Jacek Zieliński: Jeśli chodzi o ścięgno, to kilka dni temu miałem USG. Ono nie pozostawiło wątpliwości. Wszystko jest w jak najlepszym porządku. Zresztą od ponad pięciu tygodni normalnie biegam, od ubiegłego poniedziałku ćwiczyłem z drużyną, więc nie ma powodu, by się czegoś obawiać. Natomiast gorzej wygląda sprawa mojego przygotowania kondycyjnego. Mam raczej marne szanse na to, by w Chorzowie zagrać w podstawowym składzie. Kiedy podczas zajęć mieliśmy gierkę na skróconym polu gry, zatykało mnie w pewnych momentach. Kondycyjnie raczej nie wytrzymałbym całego meczu, a pozycja na jakiej występuję, jest zbyt odpowiedzialna.
Tak się Pan stęsknił za meczami, że wraca na to ostatnie spotkanie rundy? Jest zimno, ślisko, warto ryzykować?
- Mówiłem już, że przez tyle tygodni trenowałem niemal na pełnych obciążeniach. No i zaczęło mnie korcić, żeby zagrać. Choć przez kilkanaście minut. Jestem przekonany, nie mam żadnych wątpliwości, że nie wracam za wcześnie.
Czy Legia jest w stanie odrobić straty z pierwszego, przegranego 2:4, meczu?
- Ligowe spotkanie wygraliśmy w Chorzowie 4:0. To dobry przykład i odpowiedź. Ale teraz szanse na powtórzenie tego rezultatu są, szczerze powiem, niezbyt duże.

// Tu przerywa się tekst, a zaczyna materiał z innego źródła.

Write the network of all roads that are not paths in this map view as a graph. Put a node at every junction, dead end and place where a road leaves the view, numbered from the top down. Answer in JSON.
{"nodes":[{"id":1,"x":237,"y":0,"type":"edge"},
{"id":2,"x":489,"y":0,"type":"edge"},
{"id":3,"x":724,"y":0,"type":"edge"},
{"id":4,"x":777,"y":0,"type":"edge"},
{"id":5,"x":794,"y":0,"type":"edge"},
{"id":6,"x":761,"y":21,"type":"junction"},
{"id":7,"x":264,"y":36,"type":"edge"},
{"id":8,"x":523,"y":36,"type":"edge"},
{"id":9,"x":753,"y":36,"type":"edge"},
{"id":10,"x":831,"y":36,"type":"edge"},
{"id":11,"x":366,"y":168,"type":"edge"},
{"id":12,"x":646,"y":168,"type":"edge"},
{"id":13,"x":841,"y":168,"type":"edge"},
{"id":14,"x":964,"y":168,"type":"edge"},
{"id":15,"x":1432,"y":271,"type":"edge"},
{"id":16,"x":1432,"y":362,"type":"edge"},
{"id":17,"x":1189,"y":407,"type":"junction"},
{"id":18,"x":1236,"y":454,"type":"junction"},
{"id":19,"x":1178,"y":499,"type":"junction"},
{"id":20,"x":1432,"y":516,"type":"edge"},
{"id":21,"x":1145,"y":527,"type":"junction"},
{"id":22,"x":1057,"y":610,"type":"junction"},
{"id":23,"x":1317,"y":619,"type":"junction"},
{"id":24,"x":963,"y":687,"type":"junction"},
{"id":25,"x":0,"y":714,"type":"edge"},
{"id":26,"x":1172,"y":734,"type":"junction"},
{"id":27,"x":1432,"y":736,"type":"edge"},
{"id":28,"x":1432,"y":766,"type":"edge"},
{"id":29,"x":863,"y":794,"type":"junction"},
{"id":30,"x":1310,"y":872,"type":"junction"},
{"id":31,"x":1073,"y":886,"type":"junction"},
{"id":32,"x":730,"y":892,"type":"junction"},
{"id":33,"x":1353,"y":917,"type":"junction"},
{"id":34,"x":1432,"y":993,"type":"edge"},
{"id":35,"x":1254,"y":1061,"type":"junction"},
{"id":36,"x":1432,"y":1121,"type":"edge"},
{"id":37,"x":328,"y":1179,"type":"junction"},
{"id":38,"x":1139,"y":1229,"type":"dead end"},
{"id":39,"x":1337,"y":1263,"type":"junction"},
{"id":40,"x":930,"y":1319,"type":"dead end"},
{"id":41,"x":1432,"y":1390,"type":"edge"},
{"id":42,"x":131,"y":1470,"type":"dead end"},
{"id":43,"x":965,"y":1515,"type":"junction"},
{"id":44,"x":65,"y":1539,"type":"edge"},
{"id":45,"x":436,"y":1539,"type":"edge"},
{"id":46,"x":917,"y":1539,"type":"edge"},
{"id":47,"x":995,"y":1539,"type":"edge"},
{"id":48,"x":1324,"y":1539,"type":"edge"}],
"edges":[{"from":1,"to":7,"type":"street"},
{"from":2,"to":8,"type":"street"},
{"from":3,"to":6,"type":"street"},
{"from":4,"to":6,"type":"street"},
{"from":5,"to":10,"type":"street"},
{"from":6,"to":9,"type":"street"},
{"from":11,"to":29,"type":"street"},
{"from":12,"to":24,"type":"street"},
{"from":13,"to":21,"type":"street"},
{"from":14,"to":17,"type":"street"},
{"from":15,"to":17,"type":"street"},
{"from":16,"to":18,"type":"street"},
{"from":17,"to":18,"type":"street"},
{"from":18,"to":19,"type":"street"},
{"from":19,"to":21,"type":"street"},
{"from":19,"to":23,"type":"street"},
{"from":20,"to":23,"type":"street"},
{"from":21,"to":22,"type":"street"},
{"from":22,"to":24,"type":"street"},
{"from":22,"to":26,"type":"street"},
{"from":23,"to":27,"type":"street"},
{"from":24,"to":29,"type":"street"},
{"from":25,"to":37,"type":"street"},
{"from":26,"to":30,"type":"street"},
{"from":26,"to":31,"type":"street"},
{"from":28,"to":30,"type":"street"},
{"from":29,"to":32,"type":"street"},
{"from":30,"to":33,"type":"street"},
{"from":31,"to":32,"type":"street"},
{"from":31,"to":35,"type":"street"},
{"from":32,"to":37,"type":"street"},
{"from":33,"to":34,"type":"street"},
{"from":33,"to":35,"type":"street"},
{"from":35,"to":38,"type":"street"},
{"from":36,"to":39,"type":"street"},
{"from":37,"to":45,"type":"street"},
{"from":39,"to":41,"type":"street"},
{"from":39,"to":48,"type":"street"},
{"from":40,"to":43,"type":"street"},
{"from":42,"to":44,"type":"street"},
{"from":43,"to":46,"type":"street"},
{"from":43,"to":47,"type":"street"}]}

Wtedy jechaliśmy do Chorzowa po dwóch porażkach. Ruch myślał, że nas dobije, zaatakował. I nadział się na kontry. Szybko zdobyliśmy pierwszego, potem drugiego gola i tym skończyła się dla Ruchu gra otwartej piłki z Legią. Teraz raczej na pewno z nami tak nie zagrają. Cofną się i będą czekać na okazje do kontrataku.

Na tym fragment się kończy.